# Need Help! Anybody know anything about the East Bay River?



## Fedzilla

I'm stationed at Hurlburt Field and live on HWY 87. My 5yr old son loves fishing, and I like to fish aswell, will love to fish once I know what I'm doing! I drive by the East bay river boat ramp twice a day, everyday. I recently bought a kayak to exercise with, and it just happened to be all rigged up to fish (bonus!). I've been trolling here for a little while trying to find out whats what. So far I've been told to use a popping cork with either real or artificial shrimp (bought them, but have yet to try them.) From what I've read, everyone seems to swear by GULPs, but what kind? I went by Wal-Mart and all they seem to have is Saltwater Gulp, is there a difference?Sorry for all the questions, but I'm really green at this, and my son loves it. But I've taken him out a few times and haven't caught anything but a small Blue crab that got off, other than that not even a nibble.:banghead


----------



## snakeawave

Hey I live near you on East bay in Holley I dont fish the river much but I do well in the bay with the 3" gulps (new penny coloris my fav.) If you just want to get him excited about catching fish use cut bait or dead shrimp small hook 15 lb flurocarbon leader tied to a small swivel with a small weightand you will catch catfish and croaker all day in the bayand maybe a red or trout.Also if you yak at night hit the dock lights with top water plugs or the gulps you will be suprised how different the bite is.


----------



## Fedzilla

Thanks for the info on the bay, I'll try it out in a week or so. I'm still a little new to the river and the yak, but sounds good! Yeah I tried the river again yesterday with my family, we just casted from the boat ramp. We didn't catch anything but some bug bites. There we a couple others there, and one had caught three small fish, I couldn't make them out or what he was using. They were probably trout, they look a little familiar (shape). I'm going to go try the sound today, over on Hurlburt, I saw a large school of minnows or some thing, getting torn up by some larger fish. Keeping my fingers crossed!


----------



## Tuna Man

One more thing....I don't know what kind of water the river has (saltwater/fresh/brackish)but remember the type of bait (what you are targeting) makes a difference on what type of license you need. If you target Reds/Trout with a saltwater license only you can't fish a rubber worm and keep Largemouth Bass. Also the other way around.That is my understanding about Florida. Could be wrong and if so. someone will correct me.


----------



## TWINKIE6816

Sorry, I can't help you with that river, but I think that is mostly salt - brackish water there! Tunaman is right about the license though! Just make sure what you are keeping matches the license you have! I will tell that I grew up in Kansas fishing for Bass and will tell you these rivers are incredibly difficult to figure out! The best advice I can give is to go at dawn or dusk and use plenty of Off! I have lived here for over 15 years but, only in the last year I have I started to go fishing! (my 3 old son loves it) So I am new to this as well! Good Luck, we too haven't caught anything during the daylight hours only at D and D! Something else you might try is the river that goes under 87, about 3 miles south of I-10! Either way good luck and I know it hard to keep a kids interest without any bites!


----------



## Jason

If you are using our yak, please be careful especially if new to it....And also wear your life jacket at all times and be VERY careful if you are using it at night!!! Ron is correct to make sure you have the appropriate license either salt or fresh water... Good luck in your ventures and keep that youngin' occupied with fishing and you won't go wrong.....:letsdrink


----------



## Fedzilla

Thanks for all the info guys, I already got the Sportsman License, which covers Saltwater, Freshwater, and Hunting, so I'm good to go there. I want to say the river is on the fresher side, I accidenting splashed myself in the face while in the yak last weekend and the water tasted fresh to me, might be a little brackish. Yeah I've been out on the yak a few times and wear all the safety equipment. Luckily the guy I bought my yak from alredy had it all set up to fish. The yak has a Lamp, anchor,rod holders, and storage in the bow, and on the stern. 
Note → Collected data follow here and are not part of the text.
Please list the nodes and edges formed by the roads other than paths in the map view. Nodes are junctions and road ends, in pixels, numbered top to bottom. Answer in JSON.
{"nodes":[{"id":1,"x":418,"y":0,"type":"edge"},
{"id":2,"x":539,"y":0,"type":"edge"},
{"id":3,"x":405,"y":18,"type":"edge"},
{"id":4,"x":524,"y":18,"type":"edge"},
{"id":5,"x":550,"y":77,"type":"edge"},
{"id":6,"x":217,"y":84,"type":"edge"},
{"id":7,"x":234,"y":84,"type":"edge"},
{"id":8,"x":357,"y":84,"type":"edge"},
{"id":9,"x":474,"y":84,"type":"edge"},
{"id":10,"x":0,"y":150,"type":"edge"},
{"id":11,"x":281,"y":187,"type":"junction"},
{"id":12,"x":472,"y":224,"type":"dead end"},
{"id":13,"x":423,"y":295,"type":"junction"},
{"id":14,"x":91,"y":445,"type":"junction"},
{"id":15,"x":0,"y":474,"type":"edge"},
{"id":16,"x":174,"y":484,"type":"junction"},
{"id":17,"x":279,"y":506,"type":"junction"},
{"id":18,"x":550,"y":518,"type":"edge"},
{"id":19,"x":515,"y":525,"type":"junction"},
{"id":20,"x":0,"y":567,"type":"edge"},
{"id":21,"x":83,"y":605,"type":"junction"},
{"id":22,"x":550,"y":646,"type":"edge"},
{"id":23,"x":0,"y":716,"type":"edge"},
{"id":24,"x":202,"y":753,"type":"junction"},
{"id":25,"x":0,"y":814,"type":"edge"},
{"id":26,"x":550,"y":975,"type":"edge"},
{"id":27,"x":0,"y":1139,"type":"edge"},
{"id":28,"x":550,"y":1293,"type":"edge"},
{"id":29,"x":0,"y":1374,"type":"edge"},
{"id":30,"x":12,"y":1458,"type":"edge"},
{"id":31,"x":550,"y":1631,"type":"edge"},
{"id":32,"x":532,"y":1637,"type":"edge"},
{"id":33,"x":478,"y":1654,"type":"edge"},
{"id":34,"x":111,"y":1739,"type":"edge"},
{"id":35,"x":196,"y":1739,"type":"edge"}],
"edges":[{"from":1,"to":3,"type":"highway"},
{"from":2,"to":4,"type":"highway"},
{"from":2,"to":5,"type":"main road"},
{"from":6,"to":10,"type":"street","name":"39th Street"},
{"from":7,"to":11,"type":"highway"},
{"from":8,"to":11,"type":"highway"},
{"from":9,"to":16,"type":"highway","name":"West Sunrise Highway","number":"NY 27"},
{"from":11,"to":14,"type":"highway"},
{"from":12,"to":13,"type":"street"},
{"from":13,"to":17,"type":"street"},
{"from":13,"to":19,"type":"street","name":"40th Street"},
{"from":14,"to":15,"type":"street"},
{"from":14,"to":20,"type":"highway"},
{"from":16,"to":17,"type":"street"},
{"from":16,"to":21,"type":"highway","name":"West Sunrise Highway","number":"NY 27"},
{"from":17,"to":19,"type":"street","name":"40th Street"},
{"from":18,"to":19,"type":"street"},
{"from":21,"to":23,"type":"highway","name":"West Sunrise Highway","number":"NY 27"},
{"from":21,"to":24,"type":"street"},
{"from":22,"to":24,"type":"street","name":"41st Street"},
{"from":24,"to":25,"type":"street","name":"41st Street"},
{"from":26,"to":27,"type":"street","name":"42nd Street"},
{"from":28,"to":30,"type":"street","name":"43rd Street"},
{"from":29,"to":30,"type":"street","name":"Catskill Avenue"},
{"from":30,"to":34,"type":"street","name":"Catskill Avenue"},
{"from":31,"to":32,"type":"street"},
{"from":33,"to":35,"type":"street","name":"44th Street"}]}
I did finally catch my first fish today, over in the sound. I was using a popping cork with a D.O.A. clear/gold specks shrimp. I caught a 15 1/2" speckled Trout on my son's, Spiderman rod! He was playing in the water, but ran up for a picture. All in all I had fun today. 

Thanks!


----------



## GreenF350

Haven't got a chance to get into the East River yet, but have had decent luck on Blackwater and more so in the Yellow River (Just up 87 from East River is where I usually put in. This time of year is tough for bass, but have been having the most luck on crankbaits and some topwater. Start when the sun comes up and head in by 10am unless you got the patience (or you are like me and just like having your line wet). My fishing partner has fished the East River before and said he caught a mess of red-eyed bass out of there. Good luck. I am still learning as I go to. Techniques are a little different here than what I am used to. (I am military too.)

-Aaron


----------



## Glastronix

The river is really fresh if you go up stream. And brackish downstream as you get closer to the bay. If you go far enough up the water gets really clear and you can see white sand bars. When I lived in navarre I messed around in east river a good bit. I have caught bream, bass, and gars up stream; and white trout and specks in the bay around the power lines. I used to take my kids boating up the river in the spring when the wind was too crazy for the sound. You will find much better fishing in the sound however, than you will in east bay or east river. As far as gulp goes, use the 3 inch new penny shrimp, or 5 inch new penny jerk shad.

Good luck


----------



## CCC

That is where I started fishing when I bought my little boat at the start of the summer, with no salt experience I had no plans but to fish the river, then I got into salt and haven't been back. I caught a few nice bass in there on split minnow lures with treble hooks. I ran a trot line once and all I caught was three HUGE alligator snapping turtles. It is a hard river to fish, fast moving at times, I would suggest finding a little cut off that is a little slower if you will be using lures.


----------



## Richard Bunyan

Tuna Man said:


> One more thing....I don't know what kind of water the river has (saltwater/fresh/brackish)but remember the type of bait (what you are targeting) makes a difference on what type of license you need. If you target Reds/Trout with a saltwater license only you can't fish a rubber worm and keep Largemouth Bass. Also the other way around.That is my understanding about Florida. Could be wrong and if so. someone will correct me.





Tuna Man said:


> One more thing....I don't know what kind of water the river has (saltwater/fresh/brackish)but remember the type of bait (what you are targeting) makes a difference on what type of license you need. If you target Reds/Trout with a saltwater license only you can't fish a rubber worm and keep Largemouth Bass. Also the other way around. That is my understanding about Florida. Could be wrong and if so. someone will correct me.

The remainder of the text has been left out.